私が今稽古に明け暮れている、藤原歌劇団公演の「フィガロの結婚」は、イタリア人のマエストロ・アルベルト・ゼッダが指揮をなさる予定です。

ゼッダさんはロッシーニの権威として世界的に有名なマエストロで、藤原歌劇団もこれまでロッシーニのオペラで何度か招聘してきました。

モーツァルト作品で藤原に登場なさるのは初めてで(というか、藤原がモーツァルト作品を上演するのがウン十年ぶり)、私はロッシーニ・シリーズに参加したことがないので、マエストロ・ゼッダの棒で歌うのは初めてです。

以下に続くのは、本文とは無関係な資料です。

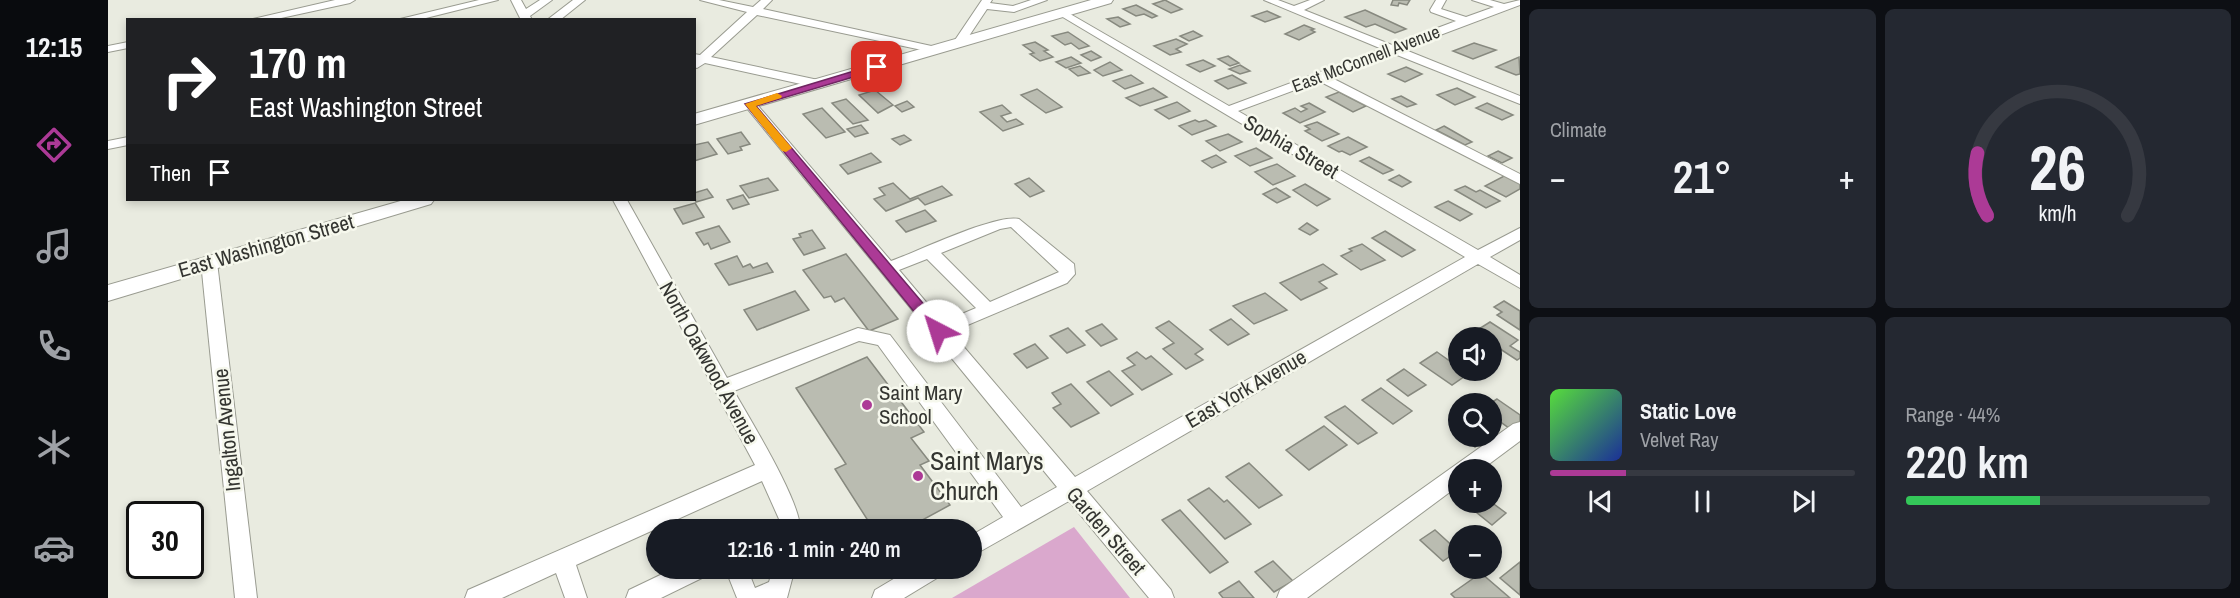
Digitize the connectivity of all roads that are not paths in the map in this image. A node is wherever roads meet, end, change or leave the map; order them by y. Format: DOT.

明日、そのマエストロ・ゼッダとの初顔合わせ、音楽稽古が予定されており、決して妥協しない厳しいマエストロだという噂を聞いていたので、私たちは緊張しながら明日を待っていました。

ところが。今日の午後成田空港に到着されたマエストロ、「立ち稽古をやっているなら見たい」ということで、稽古場に直行なさったんですね。

折しも、私演じるスザンナのアリアの稽古が始まったところでした。マルコに大体の動きのアイディアをもらって、いざ私が初めてアリアを歌おうと前奏が始まった瞬間、ドアが開いて巨匠が登場しました。

一瞬かたまる一同。一番青ざめたのはもちろん私です。全員で一通りマエストロに挨拶をした後、いきなりマエストロ・ゼッダの棒で、全身に汗をかきながらのアリアの稽古が始まりました。

スザンナのアリア、一見易しそうに見えるのですが、歌う側は大変な緊張を強いられる曲です。

明日のマエストロ音楽稽古では、万全の準備をして、演技のことも忘れて、私のマックスの状態で聞いていただこうと思っていたのに…!

立ち稽古だからもちろん演技をしなければならないし、その演技だってたった今軽ーく説明されただけで、頭にも体にも全然入っていません。

返す返すも心残りな!?マエストロ・ゼッダとの初対面でしたが、マエストロの手はまるで魔法の杖のようで、破れかぶれな私の歌にも匙を投げることなく、様々なヒントを与えてくださいました。

なんだかもう、今回のオペラの緊張の山場を今日越えてしまった感じなので、明日からは開き直って楽しくやれるかも!なんちゃって。